### [Task directions]
Write every line below out again, exactly as given, but leave out the pictures.

= = = = =

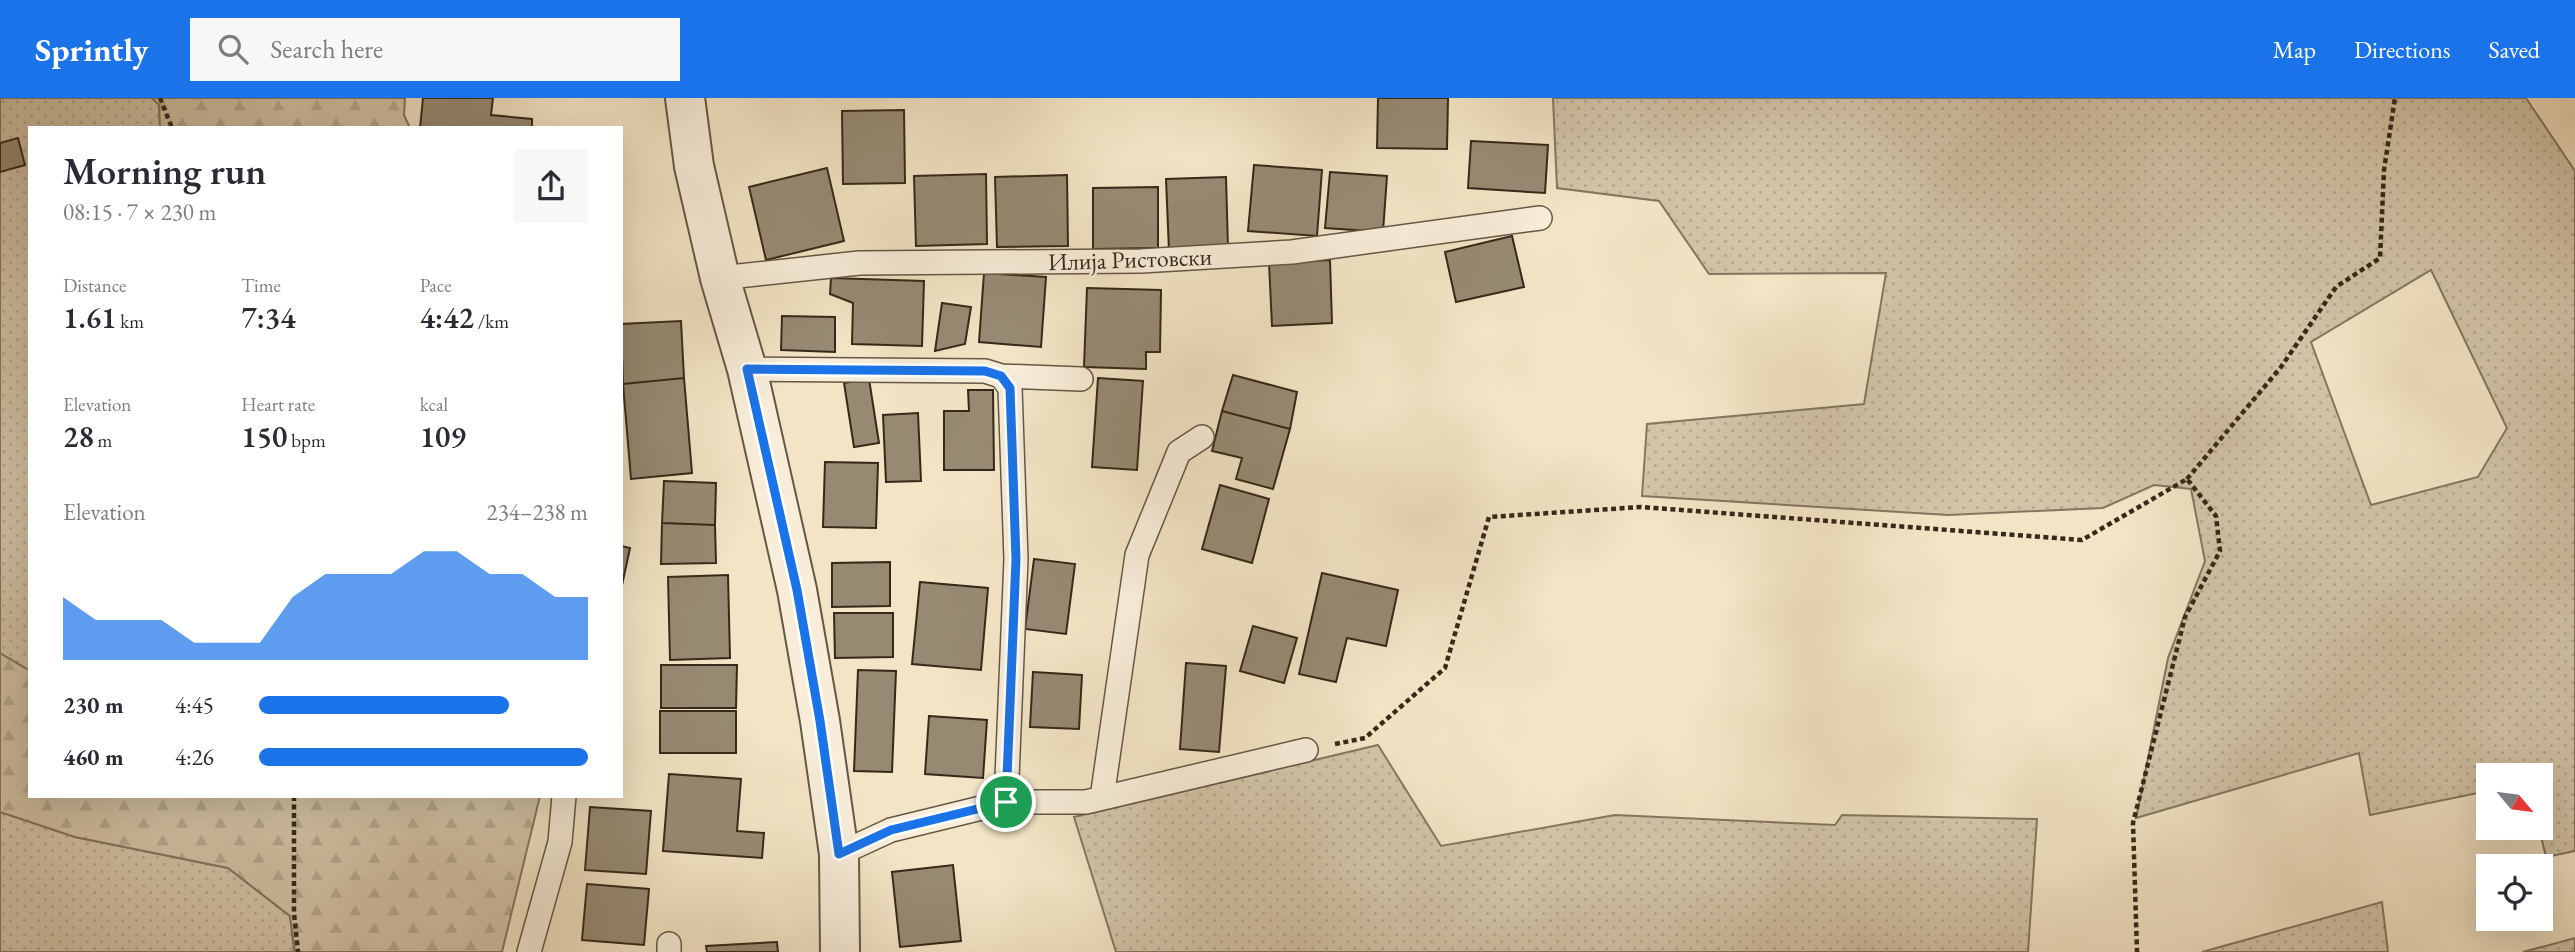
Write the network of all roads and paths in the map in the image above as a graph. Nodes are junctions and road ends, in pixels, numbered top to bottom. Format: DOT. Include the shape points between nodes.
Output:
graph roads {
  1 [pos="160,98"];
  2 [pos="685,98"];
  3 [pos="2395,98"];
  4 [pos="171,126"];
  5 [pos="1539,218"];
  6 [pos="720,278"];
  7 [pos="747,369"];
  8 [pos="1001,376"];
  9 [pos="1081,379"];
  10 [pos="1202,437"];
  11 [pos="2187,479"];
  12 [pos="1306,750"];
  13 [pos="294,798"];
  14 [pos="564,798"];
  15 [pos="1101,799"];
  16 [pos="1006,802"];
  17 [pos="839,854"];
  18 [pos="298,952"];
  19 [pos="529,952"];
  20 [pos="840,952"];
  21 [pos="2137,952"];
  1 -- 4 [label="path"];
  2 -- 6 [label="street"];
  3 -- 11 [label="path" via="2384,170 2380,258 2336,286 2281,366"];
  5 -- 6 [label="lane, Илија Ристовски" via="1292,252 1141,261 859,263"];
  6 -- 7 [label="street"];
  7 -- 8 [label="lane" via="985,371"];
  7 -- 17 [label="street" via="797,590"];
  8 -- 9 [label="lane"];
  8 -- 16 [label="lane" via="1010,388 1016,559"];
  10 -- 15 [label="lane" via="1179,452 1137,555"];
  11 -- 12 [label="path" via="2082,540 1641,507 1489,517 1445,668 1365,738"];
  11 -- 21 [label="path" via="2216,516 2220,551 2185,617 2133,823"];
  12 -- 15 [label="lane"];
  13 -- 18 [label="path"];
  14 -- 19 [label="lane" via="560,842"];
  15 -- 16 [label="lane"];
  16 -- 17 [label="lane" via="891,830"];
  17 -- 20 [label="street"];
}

= = = = =

### [Solution below]
Write the network of all roads and paths in the map in the image above as a graph. Nodes are junctions and road ends, in pixels, numbered top to bottom. Format: DOT. Include the shape points between nodes.
Output:
graph roads {
  1 [pos="160,98"];
  2 [pos="685,98"];
  3 [pos="2395,98"];
  4 [pos="171,126"];
  5 [pos="1539,218"];
  6 [pos="720,278"];
  7 [pos="747,369"];
  8 [pos="1001,376"];
  9 [pos="1081,379"];
  10 [pos="1202,437"];
  11 [pos="2187,479"];
  12 [pos="1306,750"];
  13 [pos="294,798"];
  14 [pos="564,798"];
  15 [pos="1101,799"];
  16 [pos="1006,802"];
  17 [pos="839,854"];
  18 [pos="298,952"];
  19 [pos="529,952"];
  20 [pos="840,952"];
  21 [pos="2137,952"];
  1 -- 4 [label="path"];
  2 -- 6 [label="street"];
  3 -- 11 [label="path" via="2384,170 2380,258 2336,286 2281,366"];
  5 -- 6 [label="lane, Илија Ристовски" via="1292,252 1141,261 859,263"];
  6 -- 7 [label="street"];
  7 -- 8 [label="lane" via="985,371"];
  7 -- 17 [label="street" via="797,590"];
  8 -- 9 [label="lane"];
  8 -- 16 [label="lane" via="1010,388 1016,559"];
  10 -- 15 [label="lane" via="1179,452 1137,555"];
  11 -- 12 [label="path" via="2082,540 1641,507 1489,517 1445,668 1365,738"];
  11 -- 21 [label="path" via="2216,516 2220,551 2185,617 2133,823"];
  12 -- 15 [label="lane"];
  13 -- 18 [label="path"];
  14 -- 19 [label="lane" via="560,842"];
  15 -- 16 [label="lane"];
  16 -- 17 [label="lane" via="891,830"];
  17 -- 20 [label="street"];
}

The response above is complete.